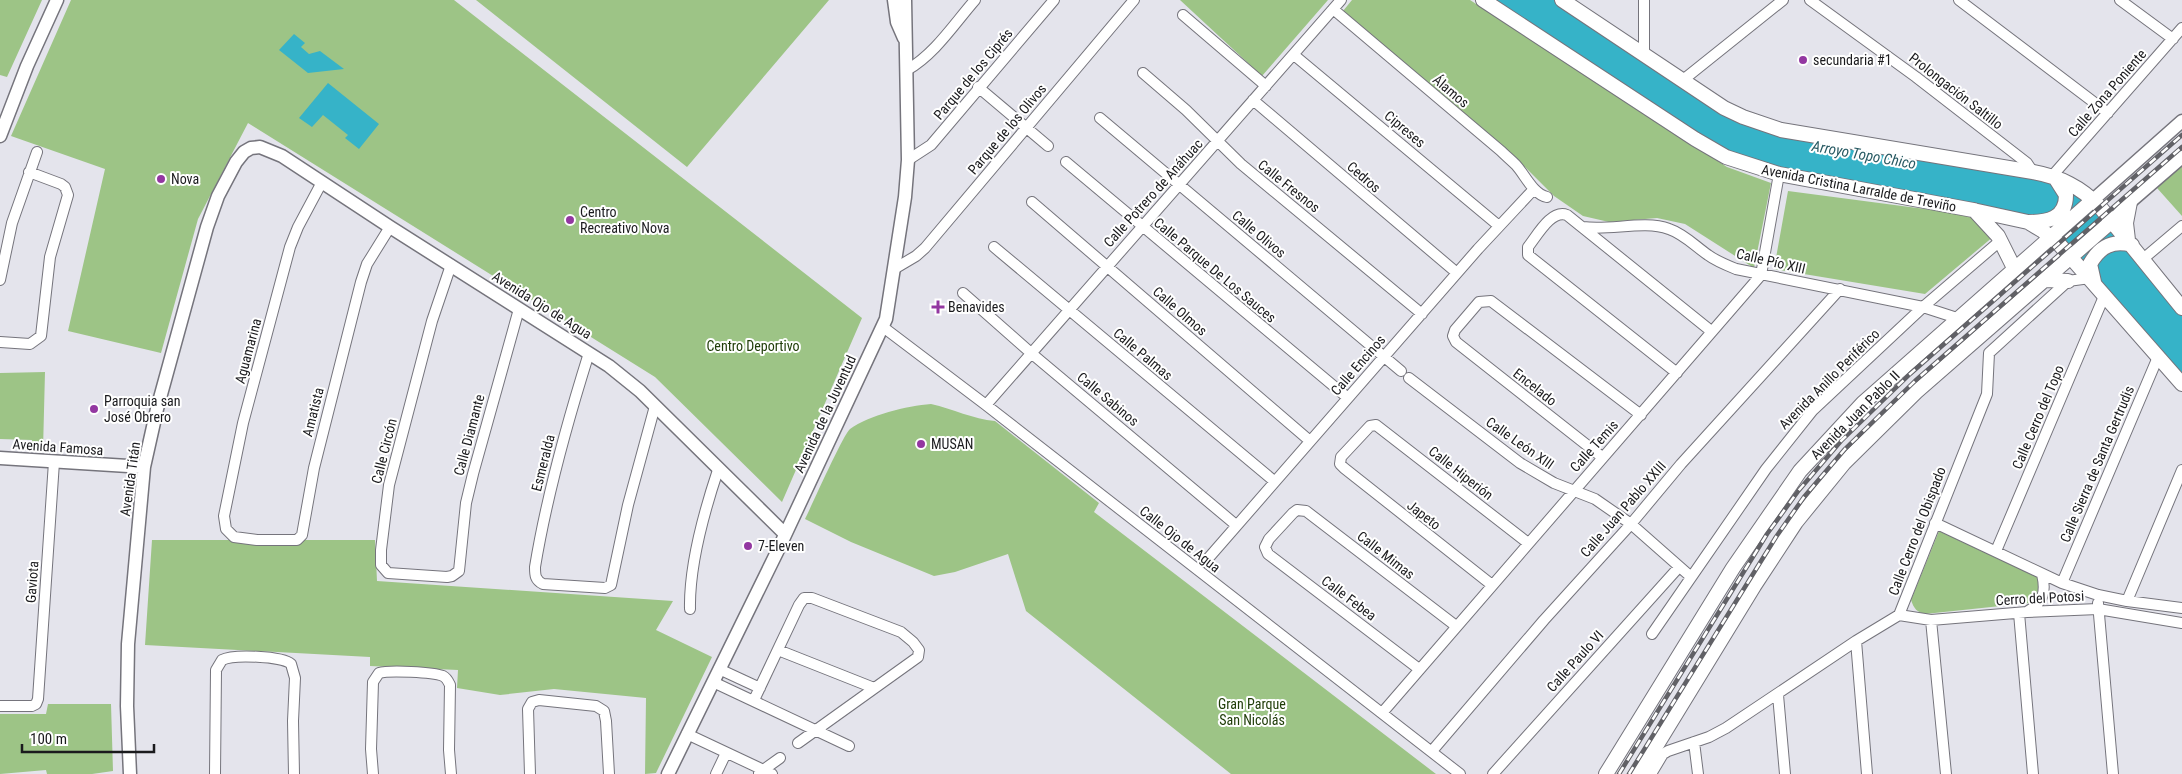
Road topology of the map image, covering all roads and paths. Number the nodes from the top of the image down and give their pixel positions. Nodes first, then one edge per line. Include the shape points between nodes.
1 (57, 0) edge
2 (894, 0) edge
3 (905, 0) edge
4 (914, 0) edge
5 (975, 0) edge
6 (1054, 0) edge
7 (1134, 0) edge
8 (1341, 0) edge
9 (1483, 0) edge
10 (1562, 0) edge
11 (1644, 0) edge
12 (1782, 0) edge
13 (1810, 0) edge
14 (1959, 0) edge
15 (2120, 0) edge
16 (1333, 9) junction
17 (1183, 15) dead end
18 (902, 18) junction
19 (2182, 28) edge
20 (2173, 39) junction
21 (1294, 54) junction
22 (1644, 55) junction
23 (907, 70) junction
24 (1143, 73) dead end
25 (1683, 80) junction
26 (1266, 86) junction
27 (978, 87) junction
28 (1254, 100) junction
29 (2108, 113) junction
30 (1100, 118) dead end
31 (2182, 122) edge
32 (1026, 128) junction
33 (0, 136) edge
34 (1217, 142) junction
35 (1048, 146) dead end
36 (251, 148) joint
37 (37, 152) dead end
38 (2182, 157) edge
39 (908, 160) junction
40 (1066, 162) dead end
41 (29, 172) junction
42 (2033, 172) junction
43 (1778, 174) junction
44 (2056, 179) junction
45 (322, 182) junction
46 (1179, 184) junction
47 (1534, 189) junction
48 (1546, 197) dead end
49 (2091, 201) junction
50 (1032, 202) dead end
51 (2130, 202) junction
52 (1973, 210) junction
53 (2033, 222) junction
54 (2110, 223) junction
55 (1499, 226) junction
56 (2182, 226) edge
57 (390, 227) junction
58 (1142, 227) junction
59 (1583, 227) junction
60 (2054, 235) junction
61 (2000, 241) junction
62 (2128, 242) junction
63 (994, 246) dead end
64 (3, 248) edge
65 (2073, 255) junction
66 (2143, 259) junction
67 (2, 260) edge
68 (451, 265) junction
69 (1106, 267) junction
70 (2014, 268) junction
71 (894, 269) junction
72 (1457, 273) junction
73 (1761, 275) junction
74 (2092, 277) junction
75 (0, 280) edge
76 (2045, 280) junction
77 (2068, 281) junction
78 (1840, 289) junction
79 (963, 292) dead end
80 (2105, 294) junction
81 (1923, 307) junction
82 (519, 308) junction
83 (2182, 308) edge
84 (1069, 310) junction
85 (1422, 314) junction
86 (1957, 318) junction
87 (883, 327) junction
88 (1711, 331) junction
89 (0, 342) edge
90 (589, 353) junction
91 (1031, 353) junction
92 (1384, 356) junction
93 (2158, 357) junction
94 (1677, 373) junction
95 (1405, 374) joint
96 (2182, 384) edge
97 (1348, 398) junction
98 (986, 405) junction
99 (655, 406) junction
100 (1641, 415) junction
101 (1310, 441) junction
102 (1602, 457) junction
103 (0, 458) edge
104 (54, 462) junction
105 (1340, 464) joint
106 (144, 467) junction
107 (718, 470) junction
108 (2182, 470) edge
109 (1274, 481) junction
110 (1573, 490) junction
111 (1934, 523) junction
112 (1631, 524) junction
113 (1236, 525) junction
114 (229, 534) joint
115 (785, 534) junction
116 (1528, 543) junction
117 (1265, 547) joint
118 (1996, 551) junction
119 (1205, 562) dead end
120 (1679, 567) junction
121 (458, 571) joint
122 (2042, 574) junction
123 (1690, 576) junction
124 (2062, 583) junction
125 (1492, 585) junction
126 (2098, 595) junction
127 (2128, 601) junction
128 (2182, 608) edge
129 (690, 609) dead end
130 (2098, 609) junction
131 (2023, 612) junction
132 (1899, 615) junction
133 (1931, 620) junction
134 (2182, 622) edge
135 (1456, 626) junction
136 (1652, 634) dead end
137 (1856, 641) junction
138 (778, 650) junction
139 (1419, 668) junction
140 (719, 669) junction
141 (713, 682) junction
142 (760, 688) junction
143 (874, 688) junction
144 (1778, 695) junction
145 (754, 700) junction
146 (0, 706) edge
147 (1382, 713) junction
148 (818, 731) junction
149 (688, 734) junction
150 (1694, 742) junction
151 (798, 744) dead end
152 (849, 746) dead end
153 (1432, 751) junction
154 (726, 753) junction
155 (780, 758) dead end
156 (764, 773) edge
157 (130, 774) edge
158 (215, 774) edge
159 (294, 774) edge
160 (372, 774) edge
161 (451, 774) edge
162 (530, 774) edge
163 (609, 774) edge
164 (668, 774) edge
165 (716, 774) edge
166 (1460, 774) edge
167 (1493, 774) edge
168 (1606, 774) edge
169 (1639, 774) edge
170 (1650, 774) edge
171 (1698, 774) edge
172 (1785, 774) edge
173 (1867, 774) edge
174 (1946, 774) edge
175 (2034, 774) edge
176 (2113, 774) edge

1 - 33 street
2 - 18 street, Avenida de la Juventud
3 - 18 street, Avenida de la Juventud
4 - 18 street
5 - 23 street via 934,48
6 - 27 street, Parque de los Ciprés
7 - 32 street, Parque de los Olivos
8 - 16 street, Calle Potrero de Anáhuac
9 - 43 main road, Avenida Cristina Larralde de Treviño via 1714,151 1742,164
10 - 22 main road
11 - 22 street
12 - 25 street
13 - 42 street, Prolongación Saltillo via 1916,77 2027,163
14 - 29 street
15 - 20 street
16 - 21 street, Calle Potrero de Anáhuac
16 - 47 street, Álamos via 1515,164
17 - 26 street
18 - 23 street, Avenida de la Juventud
19 - 20 street, Calle Zona Poniente
20 - 29 street, Calle Zona Poniente
21 - 26 street, Calle Potrero de Anáhuac
21 - 55 street, Cipreses
22 - 25 main road
23 - 39 street, Avenida de la Juventud
24 - 34 street, Calle Fresnos
25 - 42 main road via 1724,108 1782,130
26 - 28 street, Calle Potrero de Anáhuac
27 - 32 street
27 - 39 street, Parque de los Ciprés via 931,145
28 - 34 street, Calle Potrero de Anáhuac
28 - 72 street, Cedros
29 - 44 street, Calle Zona Poniente
30 - 46 street, Calle Olivos
31 - 49 street, Avenida Juan Pablo II
32 - 35 street
32 - 71 street, Parque de los Olivos via 925,248
34 - 46 street, Calle Potrero de Anáhuac
34 - 85 street, Calle Fresnos
36 - 45 street, Avenida Ojo de Agua via 269,149
36 - 106 street, Avenida Titán via 236,162 218,196 207,227
37 - 41 street
38 - 51 street, Avenida Juan Pablo II
39 - 71 street, Avenida de la Juventud
40 - 58 street, Calle Parque De Los Sauces
41 - 64 street
41 - 89 street via 61,184 68,195 50,258 41,336 30,344
42 - 44 main road
43 - 52 main road, Avenida Cristina Larralde de Treviño
43 - 73 street
44 - 49 main road via 2072,184
44 - 53 main road via 2066,195 2063,211 2053,219
45 - 57 street, Avenida Ojo de Agua
45 - 114 street, Aguamarina via 290,247 243,423 224,516
46 - 58 street, Calle Potrero de Anáhuac
46 - 92 street, Calle Olivos
47 - 48 street, Álamos
47 - 55 street, Calle Encinos
49 - 54 main road
49 - 60 main road, Avenida Juan Pablo II
50 - 69 street, Calle Olmos
51 - 54 street, Avenida Juan Pablo II
51 - 62 main road via 2126,223
52 - 53 main road, Avenida Cristina Larralde de Treviño
52 - 61 main road via 1992,228
53 - 60 main road, Avenida Cristina Larralde de Treviño
54 - 62 main road
54 - 65 main road, Avenida Juan Pablo II
55 - 72 street, Calle Encinos
56 - 66 street
57 - 68 street, Avenida Ojo de Agua
57 - 114 street, Amatista via 366,264 360,282 314,468 302,535 297,540 257,540
58 - 69 street, Calle Potrero de Anáhuac
58 - 97 street, Calle Parque De Los Sauces
59 - 73 street, Calle Pío XIII via 1666,228 1676,231 1725,265
59 - 88 street
59 - 94 street via 1567,214 1555,215 1528,247 1527,253
60 - 65 main road, Avenida Cristina Larralde de Treviño
60 - 70 main road, Avenida Juan Pablo II
61 - 70 main road
61 - 81 street, Avenida Anillo Periférico
62 - 66 main road
62 - 74 main road via 2100,249 2090,264
63 - 84 street, Calle Palmas
64 - 67 street
65 - 74 main road, Avenida Cristina Larralde de Treviño
65 - 76 main road, Avenida Juan Pablo II
66 - 83 main road
67 - 75 street
68 - 82 street, Avenida Ojo de Agua
68 - 121 street, Calle Circón via 432,321 389,485 381,565 395,575 447,577
69 - 84 street, Calle Potrero de Anáhuac
69 - 101 street, Calle Olmos
70 - 86 main road, Avenida Juan Pablo II
71 - 87 street, Avenida de la Juventud
72 - 85 street, Calle Encinos
73 - 78 street, Calle Pío XIII
73 - 88 street, Calle Temis
74 - 77 street
74 - 80 main road, Avenida Cristina Larralde de Treviño
76 - 77 main road
76 - 169 main road, Avenida Juan Pablo II via 1891,415 1822,489 1754,586
77 - 111 street, Calle Cerro del Obispado via 1989,353 1986,394
78 - 81 street, Calle Pío XIII
78 - 112 street, Calle Juan Pablo XXIII via 1680,464
79 - 91 street, Calle Sabinos
80 - 93 main road, Avenida Cristina Larralde de Treviño
80 - 118 street, Calle Cerro del Topo
81 - 86 street, Calle Pío XIII
81 - 123 street, Avenida Anillo Periférico via 1813,410
82 - 90 street, Avenida Ojo de Agua
82 - 121 street, Calle Diamante via 472,474
84 - 91 street, Calle Potrero de Anáhuac
84 - 109 street, Calle Palmas
85 - 92 street, Calle Encinos
86 - 168 main road, Avenida Juan Pablo II via 1863,403 1800,471 1733,568
87 - 98 street, Calle Ojo de Agua
87 - 115 street, Avenida de la Juventud
88 - 94 street, Calle Temis
90 - 99 street, Avenida Ojo de Agua via 624,377
90 - 99 street, Esmeralda via 542,526 535,567 538,581 605,588 610,585
91 - 98 street, Calle Potrero de Anáhuac
91 - 113 street, Calle Sabinos
92 - 95 street, Calle Olivos
92 - 97 street, Calle Encinos
93 - 96 main road, Avenida Cristina Larralde de Treviño
93 - 124 street, Calle Sierra de Santa Gertrudis
94 - 100 street, Calle Temis
95 - 110 street, Calle León XIII via 1520,464
97 - 101 street, Calle Encinos
98 - 147 street, Calle Ojo de Agua
99 - 107 street, Avenida Ojo de Agua
100 - 102 street, Calle Temis
100 - 102 street, Encelado via 1495,303 1479,302 1455,330 1456,342
101 - 109 street, Calle Encinos
102 - 110 street, Calle Temis
103 - 104 street, Avenida Famosa
104 - 106 street, Avenida Famosa
104 - 146 street, Gaviota via 40,692 36,704 28,707
105 - 116 street, Calle Hiperión via 1341,457 1370,426 1376,425
105 - 125 street, Japeto
106 - 157 street, Avenida Titán via 128,644
107 - 115 street, Avenida Ojo de Agua
107 - 129 street via 702,524
108 - 127 street
109 - 113 street, Calle Encinos
110 - 112 street, Calle León XIII via 1595,499
110 - 116 street, Calle Temis
111 - 118 street, Cerro del Potosi
111 - 132 street, Calle Cerro del Obispado
112 - 120 street, Calle León XIII
112 - 153 street, Calle Juan Pablo XXIII
113 - 119 street, Calle Encinos
115 - 140 street, Avenida de la Juventud
116 - 125 street, Calle Temis
117 - 135 street, Calle Mimas via 1297,510 1306,511
117 - 139 street, Calle Febea via 1268,554
118 - 122 street, Cerro del Potosi
120 - 123 street, Calle León XIII
120 - 167 street, Calle Paulo VI
122 - 124 street, Cerro del Potosi
122 - 131 street via 2045,588 2041,601
123 - 136 street, Avenida Anillo Periférico
124 - 126 street, Cerro del Potosi
125 - 135 street, Calle Temis
126 - 127 street, Cerro del Potosi
126 - 130 street
127 - 128 street, Cerro del Potosi
130 - 131 street, Cerro del Potosi
130 - 134 street, Cerro del Potosi
130 - 176 street
131 - 133 street, Cerro del Potosi
131 - 175 street
132 - 133 street, Cerro del Potosi
132 - 137 street, Calle Cerro del Obispado
133 - 174 street
135 - 139 street, Calle Temis
137 - 144 street, Calle Cerro del Obispado
137 - 173 street
138 - 142 street
138 - 143 street
138 - 143 street via 804,598 812,598 900,632 919,650 918,657
139 - 147 street, Calle Temis
140 - 141 street, Avenida de la Juventud
140 - 142 street
141 - 145 street
141 - 149 street, Avenida de la Juventud
142 - 145 street
143 - 148 street
144 - 150 street, Calle Cerro del Obispado via 1726,728
144 - 172 street
145 - 148 street
147 - 153 street, Calle Ojo de Agua
148 - 151 street
148 - 152 street
149 - 154 street
149 - 164 street, Avenida de la Juventud
150 - 170 street, Calle Cerro del Obispado via 1663,754
150 - 171 street
153 - 166 street, Calle Ojo de Agua
154 - 156 street
154 - 165 street
155 - 156 street
158 - 159 street via 218,664 232,657 281,658 291,664 295,678
160 - 161 street via 372,692 375,677 392,671 441,676 448,680
162 - 163 street via 528,709 532,702 539,700 596,706 604,711

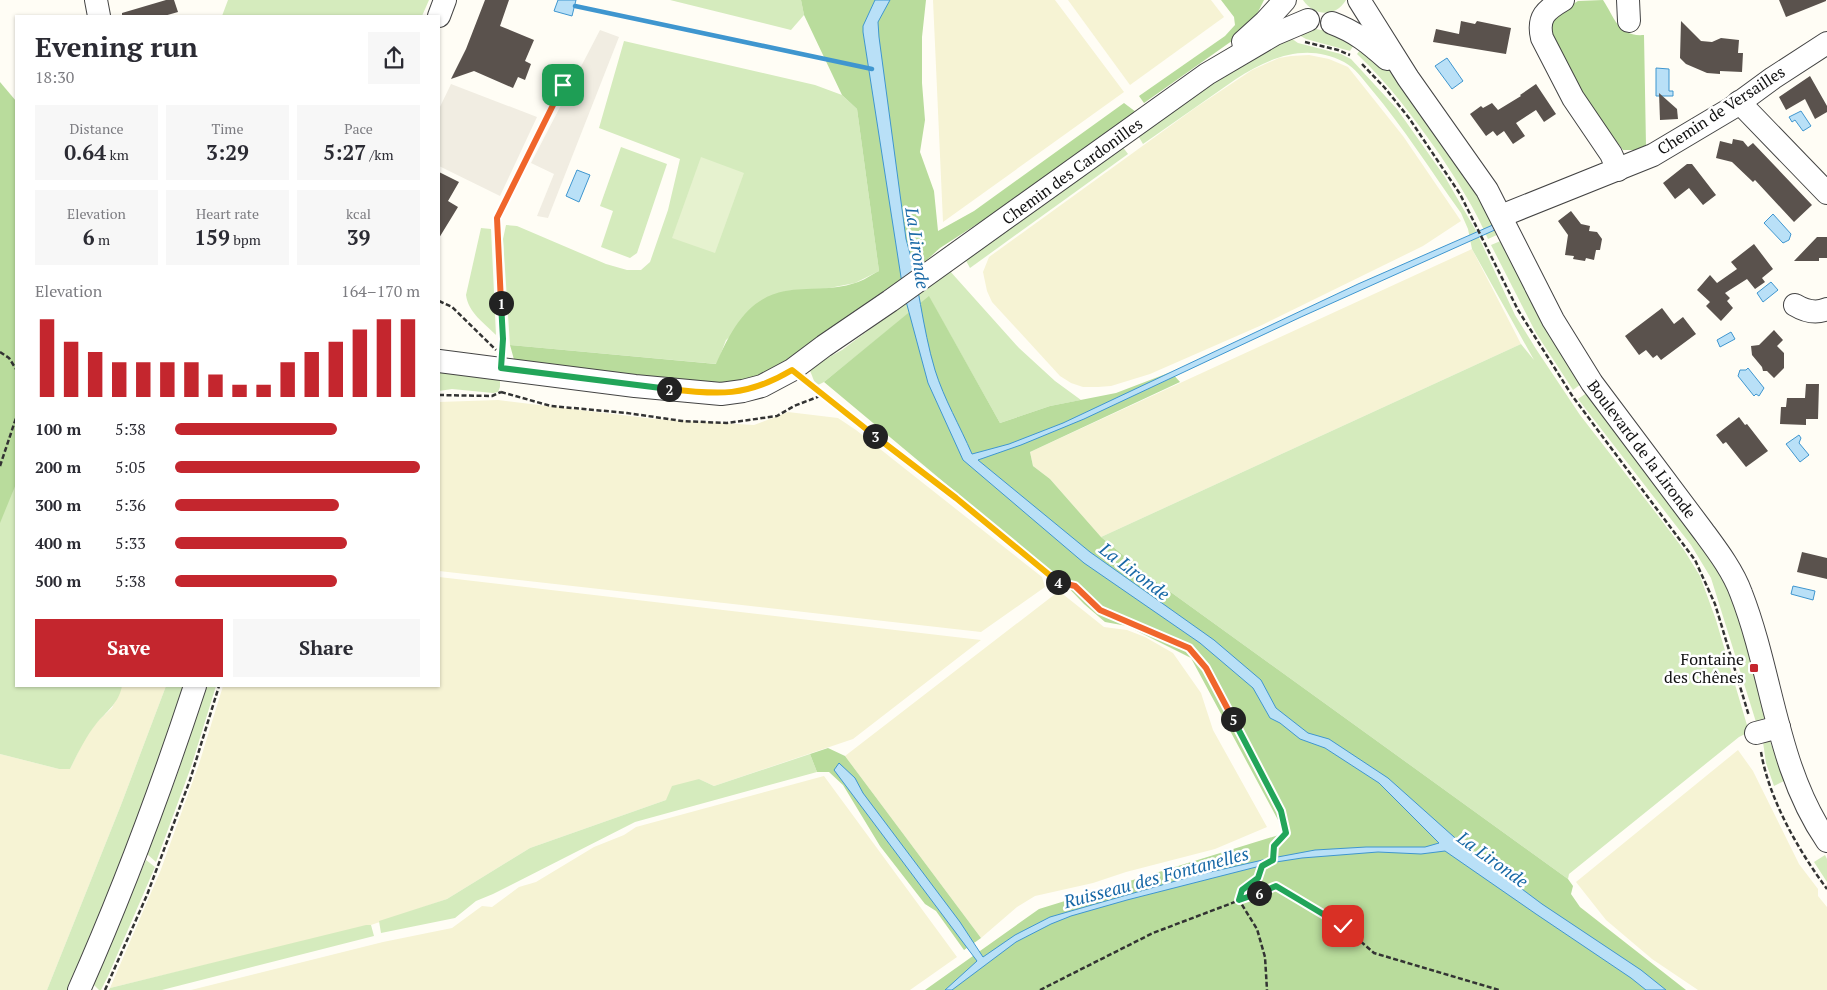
:::
> **WORK INSTRUCTION**
Using the material above, return each line in which the word "Famosa" occurs.

> **EXERCISE RESULT**
103 - 104 street, Avenida Famosa
104 - 106 street, Avenida Famosa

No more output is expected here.